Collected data

Content starts

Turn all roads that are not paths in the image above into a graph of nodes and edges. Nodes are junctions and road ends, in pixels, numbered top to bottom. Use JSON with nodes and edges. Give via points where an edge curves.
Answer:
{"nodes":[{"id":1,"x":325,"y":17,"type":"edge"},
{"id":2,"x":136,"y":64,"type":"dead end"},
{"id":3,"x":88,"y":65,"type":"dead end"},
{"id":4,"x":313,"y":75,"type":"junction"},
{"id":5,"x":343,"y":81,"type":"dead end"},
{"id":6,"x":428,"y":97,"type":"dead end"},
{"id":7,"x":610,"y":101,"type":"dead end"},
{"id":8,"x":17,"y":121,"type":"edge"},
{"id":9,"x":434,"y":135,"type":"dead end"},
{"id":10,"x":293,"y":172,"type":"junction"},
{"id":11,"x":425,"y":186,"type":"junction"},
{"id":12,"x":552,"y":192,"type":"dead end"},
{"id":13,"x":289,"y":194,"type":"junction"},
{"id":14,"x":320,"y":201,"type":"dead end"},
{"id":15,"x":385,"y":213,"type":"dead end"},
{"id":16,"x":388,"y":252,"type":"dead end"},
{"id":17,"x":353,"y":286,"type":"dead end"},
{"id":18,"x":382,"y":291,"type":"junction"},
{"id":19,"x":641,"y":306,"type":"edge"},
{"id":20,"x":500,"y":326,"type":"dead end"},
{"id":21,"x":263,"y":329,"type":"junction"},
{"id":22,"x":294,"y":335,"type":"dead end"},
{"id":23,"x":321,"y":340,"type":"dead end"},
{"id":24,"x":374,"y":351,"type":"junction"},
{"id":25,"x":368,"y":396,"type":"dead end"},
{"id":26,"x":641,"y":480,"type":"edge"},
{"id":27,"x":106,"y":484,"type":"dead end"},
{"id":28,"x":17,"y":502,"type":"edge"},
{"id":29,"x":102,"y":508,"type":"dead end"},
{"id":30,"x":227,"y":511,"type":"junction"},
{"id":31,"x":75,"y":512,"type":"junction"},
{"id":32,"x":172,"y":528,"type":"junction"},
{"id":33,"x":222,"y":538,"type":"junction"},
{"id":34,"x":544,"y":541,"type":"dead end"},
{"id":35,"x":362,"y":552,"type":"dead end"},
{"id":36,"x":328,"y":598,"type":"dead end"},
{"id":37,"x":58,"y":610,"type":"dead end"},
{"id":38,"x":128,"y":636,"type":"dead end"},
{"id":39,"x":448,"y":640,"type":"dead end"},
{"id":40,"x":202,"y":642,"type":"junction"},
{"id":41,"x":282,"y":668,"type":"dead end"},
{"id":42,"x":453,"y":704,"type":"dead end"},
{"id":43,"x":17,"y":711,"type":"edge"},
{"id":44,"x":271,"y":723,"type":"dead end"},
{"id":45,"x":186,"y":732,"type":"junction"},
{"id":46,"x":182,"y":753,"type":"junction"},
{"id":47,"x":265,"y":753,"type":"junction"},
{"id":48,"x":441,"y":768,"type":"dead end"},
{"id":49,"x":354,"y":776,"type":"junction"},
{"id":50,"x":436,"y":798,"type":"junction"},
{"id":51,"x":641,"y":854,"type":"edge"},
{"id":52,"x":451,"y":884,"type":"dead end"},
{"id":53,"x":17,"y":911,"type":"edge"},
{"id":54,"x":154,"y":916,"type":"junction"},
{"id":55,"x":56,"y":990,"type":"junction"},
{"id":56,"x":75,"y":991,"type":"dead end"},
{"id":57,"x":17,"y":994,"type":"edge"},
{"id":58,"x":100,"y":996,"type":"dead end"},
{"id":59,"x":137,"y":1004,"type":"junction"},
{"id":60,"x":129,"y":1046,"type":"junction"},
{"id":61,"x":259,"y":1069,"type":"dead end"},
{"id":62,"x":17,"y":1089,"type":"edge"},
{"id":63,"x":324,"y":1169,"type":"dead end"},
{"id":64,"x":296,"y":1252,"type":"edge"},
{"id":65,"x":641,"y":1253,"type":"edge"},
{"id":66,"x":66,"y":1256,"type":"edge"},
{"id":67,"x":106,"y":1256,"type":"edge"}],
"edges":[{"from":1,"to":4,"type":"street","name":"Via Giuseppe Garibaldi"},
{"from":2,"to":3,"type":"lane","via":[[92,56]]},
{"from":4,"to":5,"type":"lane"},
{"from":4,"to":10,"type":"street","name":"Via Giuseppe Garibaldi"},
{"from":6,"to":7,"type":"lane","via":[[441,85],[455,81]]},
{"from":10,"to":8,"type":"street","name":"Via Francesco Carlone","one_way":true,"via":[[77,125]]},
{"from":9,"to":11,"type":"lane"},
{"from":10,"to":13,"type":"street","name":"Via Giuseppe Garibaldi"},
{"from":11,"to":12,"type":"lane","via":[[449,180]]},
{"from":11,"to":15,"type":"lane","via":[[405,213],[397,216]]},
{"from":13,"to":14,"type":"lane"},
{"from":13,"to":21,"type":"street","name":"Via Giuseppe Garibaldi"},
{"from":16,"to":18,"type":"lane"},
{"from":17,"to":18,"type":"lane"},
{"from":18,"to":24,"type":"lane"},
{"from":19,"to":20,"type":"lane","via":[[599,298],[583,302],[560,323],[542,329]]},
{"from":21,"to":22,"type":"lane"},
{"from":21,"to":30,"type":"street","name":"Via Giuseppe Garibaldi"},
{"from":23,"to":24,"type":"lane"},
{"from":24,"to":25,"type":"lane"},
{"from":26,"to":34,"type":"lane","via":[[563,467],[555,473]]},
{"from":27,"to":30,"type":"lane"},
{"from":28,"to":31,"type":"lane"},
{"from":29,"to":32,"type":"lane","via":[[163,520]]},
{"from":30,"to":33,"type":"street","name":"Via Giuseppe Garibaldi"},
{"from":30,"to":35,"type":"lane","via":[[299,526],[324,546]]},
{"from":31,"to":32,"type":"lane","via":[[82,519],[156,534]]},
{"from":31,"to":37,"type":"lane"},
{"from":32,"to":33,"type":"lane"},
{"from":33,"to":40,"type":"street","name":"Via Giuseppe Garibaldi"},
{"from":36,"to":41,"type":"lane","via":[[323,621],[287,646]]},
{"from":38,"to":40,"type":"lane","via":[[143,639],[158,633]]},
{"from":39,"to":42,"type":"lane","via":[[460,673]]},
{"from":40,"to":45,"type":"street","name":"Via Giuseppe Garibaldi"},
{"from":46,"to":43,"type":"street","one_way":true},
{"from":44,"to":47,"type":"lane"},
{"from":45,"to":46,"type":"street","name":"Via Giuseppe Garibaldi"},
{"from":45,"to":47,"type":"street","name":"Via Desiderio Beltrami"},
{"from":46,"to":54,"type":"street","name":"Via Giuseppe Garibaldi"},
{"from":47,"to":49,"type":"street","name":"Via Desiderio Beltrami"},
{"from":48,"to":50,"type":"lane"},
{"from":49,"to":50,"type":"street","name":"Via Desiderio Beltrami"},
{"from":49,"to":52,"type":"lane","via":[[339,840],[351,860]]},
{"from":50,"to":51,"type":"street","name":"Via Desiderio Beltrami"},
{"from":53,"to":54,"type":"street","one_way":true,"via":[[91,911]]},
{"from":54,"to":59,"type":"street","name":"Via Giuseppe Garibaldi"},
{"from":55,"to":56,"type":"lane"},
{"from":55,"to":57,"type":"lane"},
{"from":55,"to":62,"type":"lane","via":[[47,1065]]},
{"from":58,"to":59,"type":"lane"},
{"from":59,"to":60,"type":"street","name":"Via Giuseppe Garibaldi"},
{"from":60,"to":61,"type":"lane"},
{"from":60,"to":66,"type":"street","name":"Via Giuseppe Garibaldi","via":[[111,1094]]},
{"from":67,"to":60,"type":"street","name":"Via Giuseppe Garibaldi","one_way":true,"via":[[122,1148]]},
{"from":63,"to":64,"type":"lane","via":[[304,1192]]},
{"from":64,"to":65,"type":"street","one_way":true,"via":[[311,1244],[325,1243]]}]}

Content ends

HOW TO COMPLETE THIS TASK:
A copy of each line above that holds the word "nodes" is the expected answer.

FINAL ANSWER:
Turn all roads that are not paths in the image above into a graph of nodes and edges. Nodes are junctions and road ends, in pixels, numbered top to bottom. Use JSON with nodes and edges. Give via points where an edge curves.
{"nodes":[{"id":1,"x":325,"y":17,"type":"edge"},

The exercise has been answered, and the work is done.